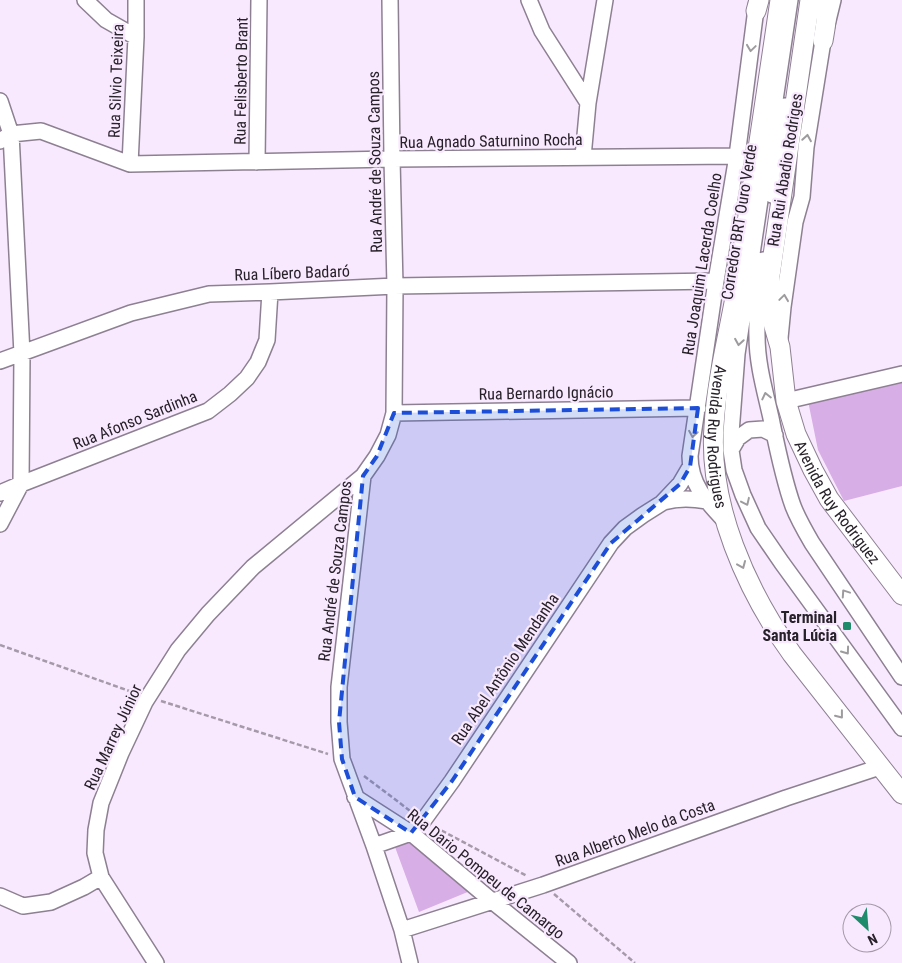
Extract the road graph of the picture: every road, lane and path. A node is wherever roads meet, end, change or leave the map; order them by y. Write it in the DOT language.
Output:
graph roads {
  1 [pos="85,0"];
  2 [pos="136,0"];
  3 [pos="259,0"];
  4 [pos="390,0"];
  5 [pos="529,0"];
  6 [pos="606,0"];
  7 [pos="780,0"];
  8 [pos="790,0"];
  9 [pos="799,0"];
  10 [pos="810,0"];
  11 [pos="823,0"];
  12 [pos="833,0"];
  13 [pos="758,4"];
  14 [pos="136,37"];
  15 [pos="823,41"];
  16 [pos="0,101"];
  17 [pos="588,103"];
  18 [pos="5,137"];
  19 [pos="737,156"];
  20 [pos="583,157"];
  21 [pos="392,160"];
  22 [pos="257,162"];
  23 [pos="130,164"];
  24 [pos="716,281"];
  25 [pos="395,286"];
  26 [pos="270,292"];
  27 [pos="780,347"];
  28 [pos="22,354"];
  29 [pos="0,361"];
  30 [pos="902,374"];
  31 [pos="786,401"];
  32 [pos="698,408"];
  33 [pos="394,413"];
  34 [pos="775,435"];
  35 [pos="732,450"];
  36 [pos="690,467"];
  37 [pos="363,476"];
  38 [pos="21,484"];
  39 [pos="0,493"];
  40 [pos="706,501"];
  41 [pos="662,503"];
  42 [pos="727,522"];
  43 [pos="0,524"];
  44 [pos="902,595"];
  45 [pos="0,646"];
  46 [pos="902,677"];
  47 [pos="148,697"];
  48 [pos="902,728"];
  49 [pos="342,759"];
  50 [pos="880,767"];
  51 [pos="364,776"];
  52 [pos="902,794"];
  53 [pos="355,797"];
  54 [pos="423,821"];
  55 [pos="411,833"];
  56 [pos="374,846"];
  57 [pos="101,877"];
  58 [pos="543,885"];
  59 [pos="0,896"];
  60 [pos="492,901"];
  61 [pos="402,930"];
  62 [pos="156,963"];
  63 [pos="410,963"];
  64 [pos="569,963"];
  65 [pos="635,963"];
  1 -- 14 [label="street"];
  2 -- 14 [label="street, Rua Silvio Teixeira"];
  3 -- 22 [label="street, Rua Felisberto Brant"];
  4 -- 21 [label="street, Rua André de Souza Campos"];
  5 -- 17 [label="street"];
  6 -- 17 [label="street"];
  7 -- 42 [label="main road, Avenida Ruy Rodrigues"];
  8 -- 35 [label="street, Corredor BRT Ouro Verde, one-way"];
  34 -- 9 [label="street, Corredor BRT Ouro Verde, one-way"];
  10 -- 27 [label="main road"];
  11 -- 15 [label="main road"];
  12 -- 15 [label="street, Rua Rui Abadio Rodriges"];
  13 -- 19 [label="street, Rua Joaquim Lacerda Coelho, one-way"];
  14 -- 23 [label="street, Rua Silvio Teixeira"];
  27 -- 15 [label="street, Rua Rui Abadio Rodriges, one-way"];
  16 -- 18 [label="street"];
  17 -- 20 [label="street"];
  18 -- 23 [label="street, Rua Agnado Saturnino Rocha"];
  18 -- 28 [label="street"];
  19 -- 20 [label="street, Rua Agnado Saturnino Rocha"];
  19 -- 24 [label="street, Rua Joaquim Lacerda Coelho"];
  20 -- 21 [label="street, Rua Agnado Saturnino Rocha"];
  21 -- 22 [label="street, Rua Agnado Saturnino Rocha"];
  21 -- 25 [label="street, Rua André de Souza Campos"];
  22 -- 23 [label="street, Rua Agnado Saturnino Rocha"];
  24 -- 25 [label="street, Rua Líbero Badaró"];
  24 -- 32 [label="street, Rua Joaquim Lacerda Coelho"];
  25 -- 26 [label="street, Rua Líbero Badaró"];
  25 -- 33 [label="street, Rua André de Souza Campos"];
  26 -- 28 [label="street, Rua Líbero Badaró"];
  26 -- 38 [label="street, Rua Afonso Sardinha"];
  27 -- 31 [label="main road"];
  28 -- 29 [label="street, Rua Líbero Badaró"];
  28 -- 38 [label="street"];
  30 -- 31 [label="street"];
  31 -- 44 [label="main road, Avenida Ruy Rodriguez"];
  32 -- 33 [label="street, Rua Bernardo Ignácio"];
  32 -- 36 [label="street, Rua Joaquim Lacerda Coelho, one-way"];
  33 -- 37 [label="street, Rua André de Souza Campos"];
  34 -- 35 [label="street"];
  46 -- 34 [label="street, Corredor BRT Ouro Verde, one-way"];
  35 -- 48 [label="street, Corredor BRT Ouro Verde, one-way"];
  36 -- 40 [label="street, Rua Joaquim Lacerda Coelho"];
  36 -- 41 [label="street, Rua Abel Antônio Mendanha"];
  37 -- 47 [label="street, Rua Marrey Júnior"];
  37 -- 49 [label="street, Rua André de Souza Campos"];
  38 -- 39 [label="street, Rua Afonso Sardinha"];
  38 -- 43 [label="street"];
  40 -- 41 [label="street, Rua Abel Antônio Mendanha"];
  40 -- 42 [label="street, Rua Joaquim Lacerda Coelho"];
  41 -- 54 [label="street, Rua Abel Antônio Mendanha"];
  42 -- 50 [label="main road, Avenida Ruy Rodrigues, one-way"];
  45 -- 47 [label="path"];
  47 -- 49 [label="path"];
  47 -- 57 [label="street, Rua Marrey Júnior"];
  49 -- 53 [label="street, Rua André de Souza Campos"];
  50 -- 52 [label="main road, Avenida Ruy Rodrigues"];
  50 -- 58 [label="street, Rua Alberto Melo da Costa"];
  51 -- 54 [label="path"];
  53 -- 55 [label="street, Rua Dario Pompeu de Camargo"];
  53 -- 56 [label="street, Rua André de Souza Campos"];
  54 -- 55 [label="street, Rua Abel Antônio Mendanha"];
  54 -- 58 [label="path"];
  55 -- 56 [label="street, Rua Abel Antônio Mendanha"];
  55 -- 60 [label="street, Rua Dario Pompeu de Camargo"];
  56 -- 61 [label="street, Rua André de Souza Campos"];
  57 -- 59 [label="street"];
  57 -- 62 [label="street, Rua Marrey Júnior"];
  58 -- 60 [label="street, Rua Alberto Melo da Costa"];
  58 -- 65 [label="path"];
  60 -- 61 [label="street, Rua Alberto Melo da Costa"];
  60 -- 64 [label="street, Rua Dario Pompeu de Camargo"];
  61 -- 63 [label="street, Rua André de Souza Campos"];
}
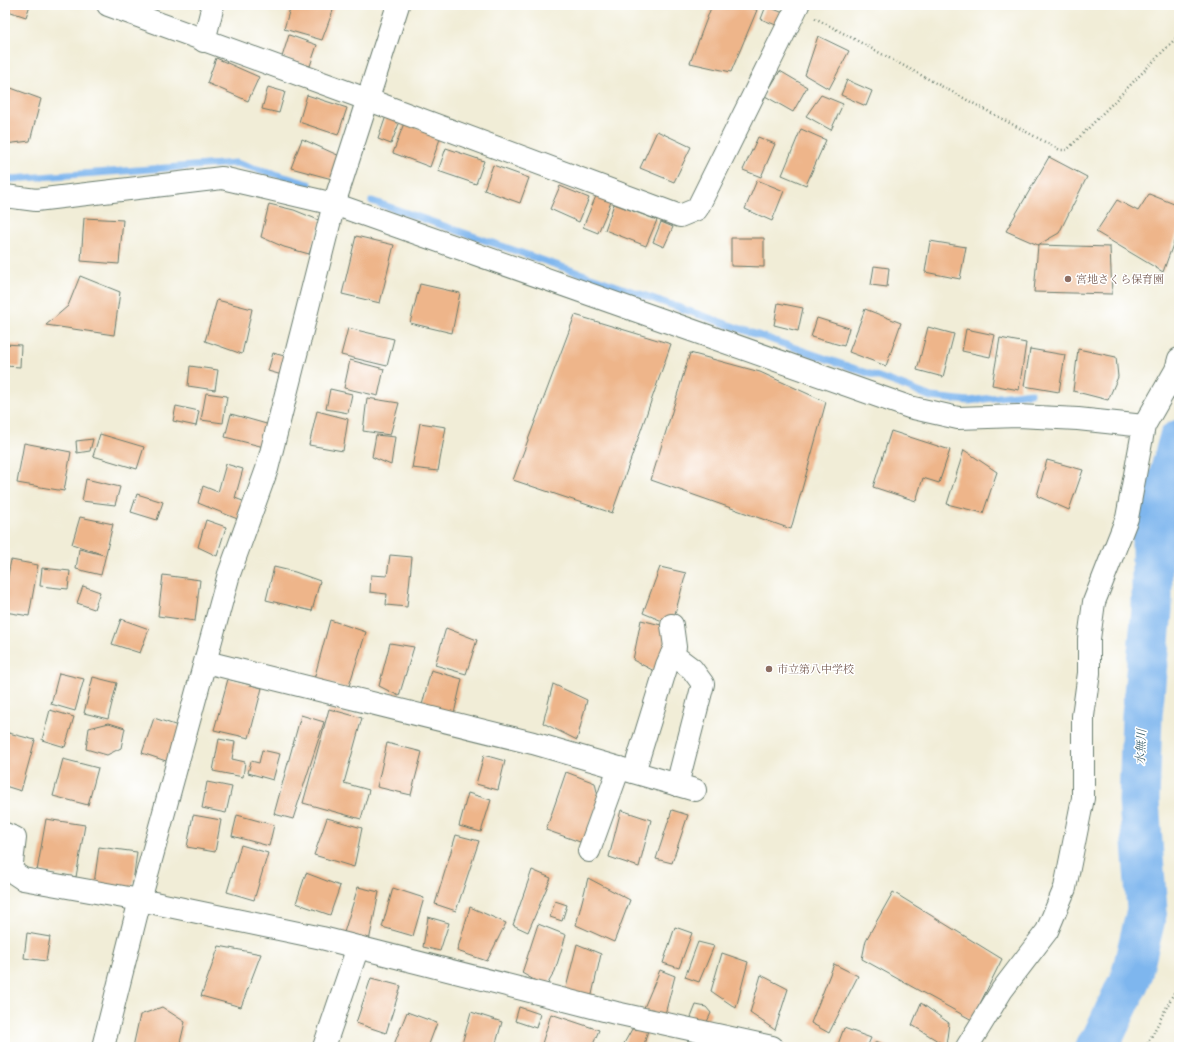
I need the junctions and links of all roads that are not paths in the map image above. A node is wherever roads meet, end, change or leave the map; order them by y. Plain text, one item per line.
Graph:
1 (108, 5) edge
2 (213, 5) edge
3 (398, 5) edge
4 (797, 6) edge
5 (204, 41) junction
6 (369, 100) junction
7 (5, 196) edge
8 (334, 204) junction
9 (1179, 359) edge
10 (1144, 426) junction
11 (672, 625) dead end
12 (672, 654) junction
13 (206, 662) junction
14 (626, 770) junction
15 (5, 834) edge
16 (589, 851) dead end
17 (140, 900) junction
18 (358, 947) junction
19 (103, 1047) edge
20 (324, 1047) edge
21 (772, 1047) edge
22 (967, 1047) edge

1 - 5 street
2 - 5 street
3 - 6 street
4 - 6 street
5 - 6 street
6 - 8 street
7 - 8 street
8 - 10 street
8 - 13 street
9 - 10 street
10 - 22 street
11 - 12 street
12 - 14 street
12 - 14 street
13 - 14 street
13 - 17 street
14 - 16 street
15 - 17 street
17 - 18 street
17 - 19 street
18 - 20 street
18 - 21 street

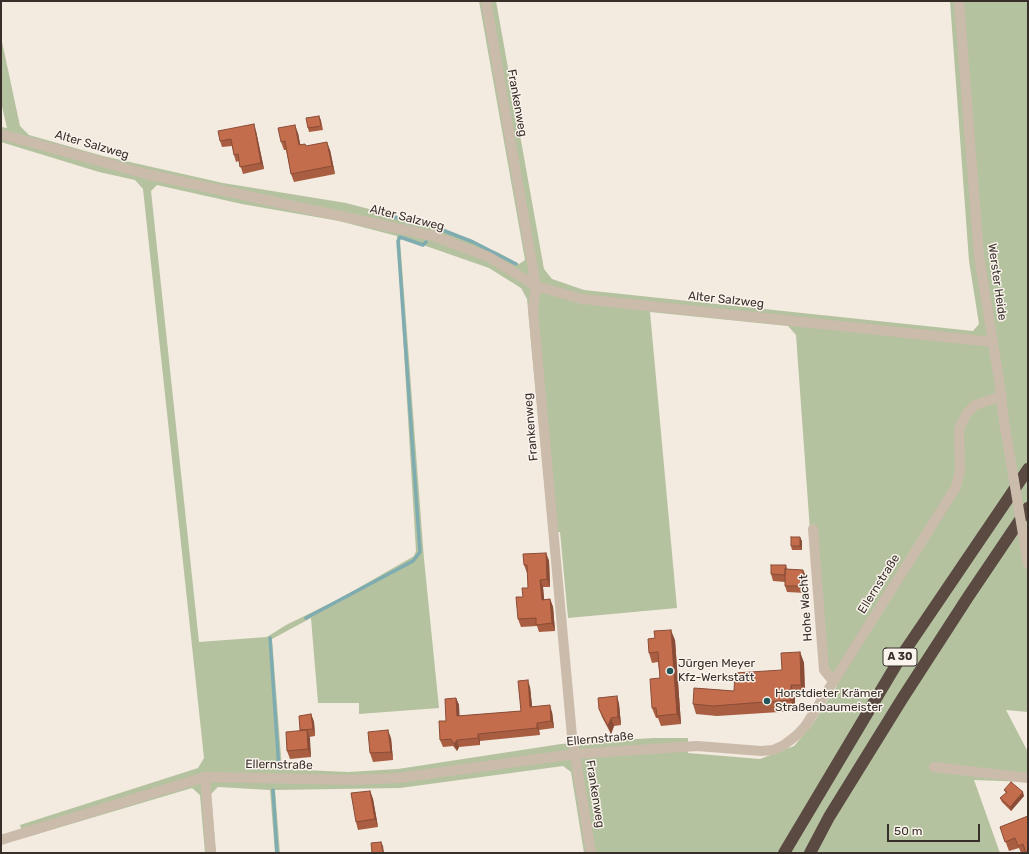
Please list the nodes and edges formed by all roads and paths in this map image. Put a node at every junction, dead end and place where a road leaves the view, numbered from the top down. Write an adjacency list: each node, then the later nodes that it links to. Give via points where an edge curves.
1 (486, 1): 4 (street, Frankenweg)
2 (959, 1): 5 (street, Werster Heide, via 979,256)
3 (1, 134): 4 (street, Alter Salzweg, via 146,174 433,236 489,257)
4 (536, 286): 5 (street, Alter Salzweg, via 582,299); 12 (street, Frankenweg, via 533,309)
5 (993, 342): 6 (street, Werster Heide)
6 (1002, 396): 10 (street, Werster Heide, bridge); 11 (street, Ellernstraße, via 975,405 967,413 959,429 960,470 956,487)
7 (1028, 469): 19 (highway, A 30, via 902,656)
8 (1028, 508): 20 (highway, A 30, via 902,699 829,817)
9 (812, 529): 11 (street, Hohe Wacht, via 824,670)
10 (1028, 564)
11 (833, 681): 12 (street, Ellernstraße, via 806,725 791,740 773,750 697,746)
12 (575, 754): 14 (street, Ellernstraße, via 398,778 353,780); 18 (street, Frankenweg)
13 (934, 768): 15 (street)
14 (205, 777): 16 (street, Ellernstraße); 17 (street)
15 (1028, 778)
16 (1, 840)
17 (211, 853)
18 (591, 853)
19 (784, 853)
20 (810, 853)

## Exercise objective
Scan the material above for lines holding the string "Ellernstraße" and copy those lines.

## Solution
6 (1002, 396): 10 (street, Werster Heide, bridge); 11 (street, Ellernstraße, via 975,405 967,413 959,429 960,470 956,487)
11 (833, 681): 12 (street, Ellernstraße, via 806,725 791,740 773,750 697,746)
12 (575, 754): 14 (street, Ellernstraße, via 398,778 353,780); 18 (street, Frankenweg)
14 (205, 777): 16 (street, Ellernstraße); 17 (street)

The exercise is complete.